According to sources briefed on the matter, Snowden was employed by an unidentified classified agency in Washington from 2005 to mid-2006, by the CIA from 2006 to 2009, when he primarily worked overseas, and by Dell Inc from 2009 to 2013, when he worked in the United States and Japanas an NSA contractor.
He was also a prolific commentator on technology forum Ars Technica, posting approximately 750 messages using the screen name "The True HOOHA" from late 2001 to 2012.
Most of the postings were not political in nature: he dispensed advice about government careers, polygraphs and the 2008 stock market crash. He claimed to own the same gun as James Bond and posted glamour photos of himself. He jokingly compared the video console Xbox Live to NSA surveillance.

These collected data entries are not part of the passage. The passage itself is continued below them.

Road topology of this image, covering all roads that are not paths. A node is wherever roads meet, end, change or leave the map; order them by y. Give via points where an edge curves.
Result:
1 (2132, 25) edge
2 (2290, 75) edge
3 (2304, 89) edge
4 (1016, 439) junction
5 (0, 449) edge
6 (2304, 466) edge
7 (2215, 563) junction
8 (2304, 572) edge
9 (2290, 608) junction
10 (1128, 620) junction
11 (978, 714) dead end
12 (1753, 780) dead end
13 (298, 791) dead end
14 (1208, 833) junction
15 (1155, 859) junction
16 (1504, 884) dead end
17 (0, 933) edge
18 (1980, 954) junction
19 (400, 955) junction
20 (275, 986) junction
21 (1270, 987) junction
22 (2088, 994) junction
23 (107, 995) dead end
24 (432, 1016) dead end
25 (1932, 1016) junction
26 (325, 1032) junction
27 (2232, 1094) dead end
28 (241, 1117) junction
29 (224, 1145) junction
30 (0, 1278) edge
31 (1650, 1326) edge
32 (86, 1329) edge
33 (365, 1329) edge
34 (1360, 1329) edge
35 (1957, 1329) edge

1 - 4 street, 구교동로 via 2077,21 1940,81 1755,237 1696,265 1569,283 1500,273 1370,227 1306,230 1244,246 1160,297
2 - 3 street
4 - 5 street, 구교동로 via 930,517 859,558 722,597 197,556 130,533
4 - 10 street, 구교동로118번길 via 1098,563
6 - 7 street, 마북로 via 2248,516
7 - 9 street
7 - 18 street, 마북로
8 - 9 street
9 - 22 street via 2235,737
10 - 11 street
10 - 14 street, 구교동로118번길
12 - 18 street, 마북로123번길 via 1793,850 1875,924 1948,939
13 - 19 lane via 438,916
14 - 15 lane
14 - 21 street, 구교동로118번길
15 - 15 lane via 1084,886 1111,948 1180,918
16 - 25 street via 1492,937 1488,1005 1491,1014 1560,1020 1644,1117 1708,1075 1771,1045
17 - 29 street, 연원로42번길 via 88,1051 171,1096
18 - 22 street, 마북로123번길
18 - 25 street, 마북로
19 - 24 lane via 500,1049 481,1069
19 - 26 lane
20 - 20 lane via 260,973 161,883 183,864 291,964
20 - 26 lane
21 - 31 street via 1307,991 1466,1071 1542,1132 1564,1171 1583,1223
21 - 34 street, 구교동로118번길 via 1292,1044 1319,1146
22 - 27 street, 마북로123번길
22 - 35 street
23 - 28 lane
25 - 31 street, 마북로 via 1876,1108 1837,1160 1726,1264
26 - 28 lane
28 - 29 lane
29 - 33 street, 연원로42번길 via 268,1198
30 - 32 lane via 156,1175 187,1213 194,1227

One of his postings, however, dealt with the now familiar issue of corporate compliance with government eavesdropping programs. On February 4, 2010, while working for Dell, Snowden commented on a discussion about a major technology company that allegedly was giving the U.S. government access to its computer servers.
"It really concerns me how little this sort of corporate behavior bothers those outside of technology circles," Snowden wrote. "Society really seems to have developed an unquestioning obedience towards spooky types."
It is not clear if his former employers knew about his online persona. The CIA, NSA, Dell and Booz Allen Hamilton - which most recently employed Snowden - declined to comment.
One former national security official said the government should have scrubbed his record harder. But Stewart Baker, former general counsel for the NSA, said holding such views did not automatically disqualify someone for a sensitive government job.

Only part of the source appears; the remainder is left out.